In: Statistics and Probability
Describe the deviance information criterion to fit bayesian model.
The Deviance Information Criterion, just like the Akaike Information Criterion is used for linear model selection, is used for Bayesian model selection.
As the number of features in a bayesian model increase, the number of possible models also increase. And therefore, it becomes difficult to select the best model. The DIC helps in selecting the best model based on the Markov Chain Monte Carlo output.
Deviance
D(theta) = - 2 log ( P ( y | theta )) + C
Where,
y = data
theta = parameters
P ( y | theta ) = likelihood function
C = constant
The effective number of parameters
Pd = expected(D(theta)) - D(expected(theta))

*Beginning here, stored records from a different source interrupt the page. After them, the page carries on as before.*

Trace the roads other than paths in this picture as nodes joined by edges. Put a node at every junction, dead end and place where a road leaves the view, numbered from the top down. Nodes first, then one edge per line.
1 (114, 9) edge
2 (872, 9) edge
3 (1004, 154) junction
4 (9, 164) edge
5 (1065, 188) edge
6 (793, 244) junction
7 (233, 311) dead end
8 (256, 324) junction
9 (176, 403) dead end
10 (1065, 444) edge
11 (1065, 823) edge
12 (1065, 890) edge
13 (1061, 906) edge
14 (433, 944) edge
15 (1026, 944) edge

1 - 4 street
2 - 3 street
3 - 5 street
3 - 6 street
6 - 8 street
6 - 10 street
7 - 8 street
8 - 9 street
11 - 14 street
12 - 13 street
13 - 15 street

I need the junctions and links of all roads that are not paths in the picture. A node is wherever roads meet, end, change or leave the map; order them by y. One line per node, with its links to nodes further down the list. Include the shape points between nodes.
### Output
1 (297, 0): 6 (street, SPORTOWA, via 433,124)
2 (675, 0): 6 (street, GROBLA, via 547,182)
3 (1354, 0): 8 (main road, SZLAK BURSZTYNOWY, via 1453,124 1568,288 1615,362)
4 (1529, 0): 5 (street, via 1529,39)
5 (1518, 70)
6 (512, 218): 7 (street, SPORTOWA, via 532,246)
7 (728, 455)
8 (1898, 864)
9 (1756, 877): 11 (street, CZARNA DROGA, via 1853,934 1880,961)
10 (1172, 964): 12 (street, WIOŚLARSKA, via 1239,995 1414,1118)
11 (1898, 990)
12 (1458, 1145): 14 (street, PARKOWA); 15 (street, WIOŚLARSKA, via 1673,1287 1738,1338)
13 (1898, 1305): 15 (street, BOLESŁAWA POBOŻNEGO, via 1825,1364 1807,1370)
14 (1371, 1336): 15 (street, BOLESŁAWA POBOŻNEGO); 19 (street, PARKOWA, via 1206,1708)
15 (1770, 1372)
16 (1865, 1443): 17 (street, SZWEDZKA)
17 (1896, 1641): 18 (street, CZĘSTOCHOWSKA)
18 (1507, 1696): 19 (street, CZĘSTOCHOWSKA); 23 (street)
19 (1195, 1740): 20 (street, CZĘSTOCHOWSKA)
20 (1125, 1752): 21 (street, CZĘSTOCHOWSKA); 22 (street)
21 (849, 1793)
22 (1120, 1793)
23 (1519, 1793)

The larger the effective number of parameters, the easier it is for the model to fit the data, and so the deviance needs to be penalized
Deviance Information Criteria
DIC = Pd + expected(D(theta)) or
DIC = 2* Pd + D(expected(theta))
The models with smaller DIC should be preferred to models with larger DIC. Models are penalized both by the value of deviance which favors a good fit, but also (similar to AIC) by the effective number of parameters Pd. Since deviance will decrease as the number of parameters in a model increases, the Pd compensates for this effect by favoring models with a smaller number of parameters.
An advantage of DIC over other criteria in selecting a Bayesian model is that the DIC is easily calculated from the output generated by a Markov Chain Monte Carlo simulation.
AIC requires calculating the likelihood at its maximum over theta, which is not readily available from the MCMC simulation. But to calculate DIC, simply compute deviance and DIC follows.